Abstract:Chest radiography (CXR) is the most widely-used thoracic clinical imaging modality and is crucial for guiding the management of cardiothoracic conditions. The detection of specific CXR findings has been the main focus of several artificial intelligence (AI) systems. However, the wide range of possible CXR abnormalities makes it impractical to build specific systems to detect every possible condition. In this work, we developed and evaluated an AI system to classify CXRs as normal or abnormal. For development, we used a de-identified dataset of 248,445 patients from a multi-city hospital network in India.
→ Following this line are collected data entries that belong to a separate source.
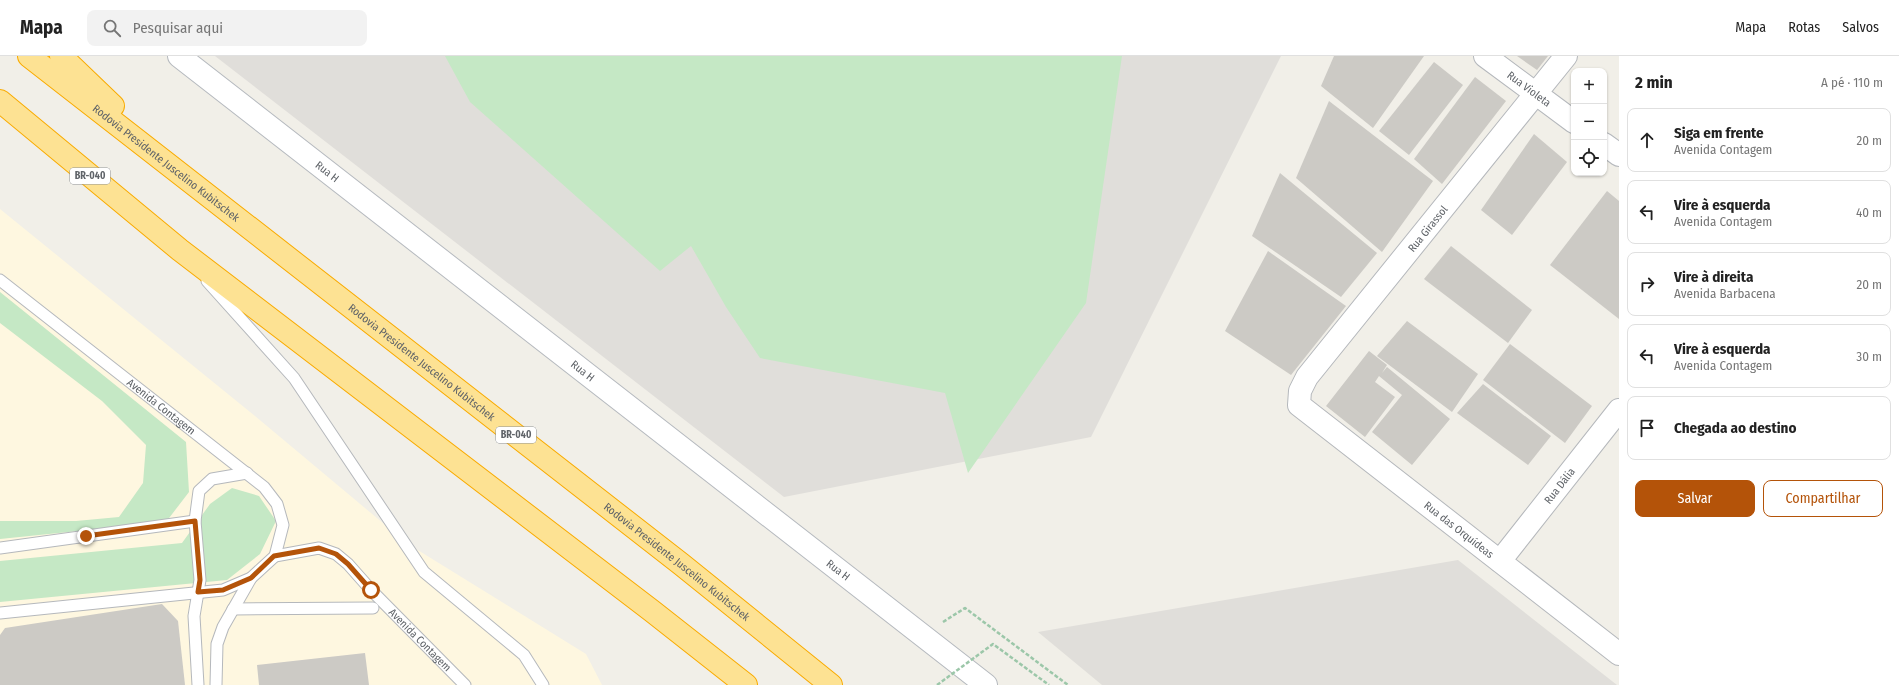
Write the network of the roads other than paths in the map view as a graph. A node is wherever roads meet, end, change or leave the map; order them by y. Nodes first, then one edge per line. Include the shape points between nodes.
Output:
1 (29, 56) edge
2 (61, 56) edge
3 (179, 56) edge
4 (1485, 56) edge
5 (1566, 56) edge
6 (1536, 94) junction
7 (0, 101) edge
8 (1571, 120) edge
9 (1607, 146) edge
10 (1619, 155) edge
11 (199, 188) junction
12 (180, 250) junction
13 (0, 280) edge
14 (1299, 406) joint
15 (1619, 410) edge
16 (247, 474) junction
17 (195, 521) junction
18 (0, 548) edge
19 (274, 556) junction
20 (1500, 561) junction
21 (251, 578) junction
22 (198, 592) junction
23 (373, 608) dead end
24 (233, 609) junction
25 (0, 614) edge
26 (1619, 654) edge
27 (198, 685) edge
28 (216, 685) edge
29 (465, 685) edge
30 (543, 685) edge
31 (746, 685) edge
32 (831, 685) edge
33 (986, 685) edge

1 - 11 highway, Rodovia Presidente Juscelino Kubitschek / BR-040
2 - 11 highway
3 - 33 street, Rua H
4 - 6 street, Rua Violeta
5 - 6 street, Rua Girassol
6 - 8 street, Rua Violeta
6 - 14 street, Rua Girassol via 1307,377 1300,391
7 - 12 highway, BR-040
9 - 10 street
11 - 32 highway, Rodovia Presidente Juscelino Kubitschek / BR-040 via 675,559
12 - 30 lane via 294,378 424,572 524,655
12 - 31 highway, BR-040 via 652,610
13 - 16 lane, Avenida Contagem
14 - 20 street, Rua das Orquídeas
15 - 20 street, Rua Dália
16 - 17 lane via 212,479 199,491
16 - 19 lane, Avenida Contagem via 264,487 277,504 283,525
17 - 18 lane
17 - 22 lane via 200,580
19 - 21 lane
19 - 29 lane, Avenida Contagem via 319,548 336,554
20 - 26 street, Rua das Orquídeas
21 - 22 lane via 223,590
21 - 24 lane
22 - 25 lane
22 - 27 lane via 194,616
23 - 24 lane, Avenida Contagem
24 - 28 lane via 217,644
To assess generalizability, we evaluated our system using 6 international datasets from India, China, and the United States. Of these datasets, 4 focused on diseases that the AI was not trained to detect: 2 datasets with tuberculosis and 2 datasets with coronavirus disease 2019. Our results suggest that the AI system generalizes to new patient populations and abnormalities. In a simulated workflow where the AI system prioritized abnormal cases, the turnaround time for abnormal cases reduced by 7-28%. These results represent an important step towards evaluating whether AI can be safely used to flag cases in a general setting where previously unseen abnormalities exist.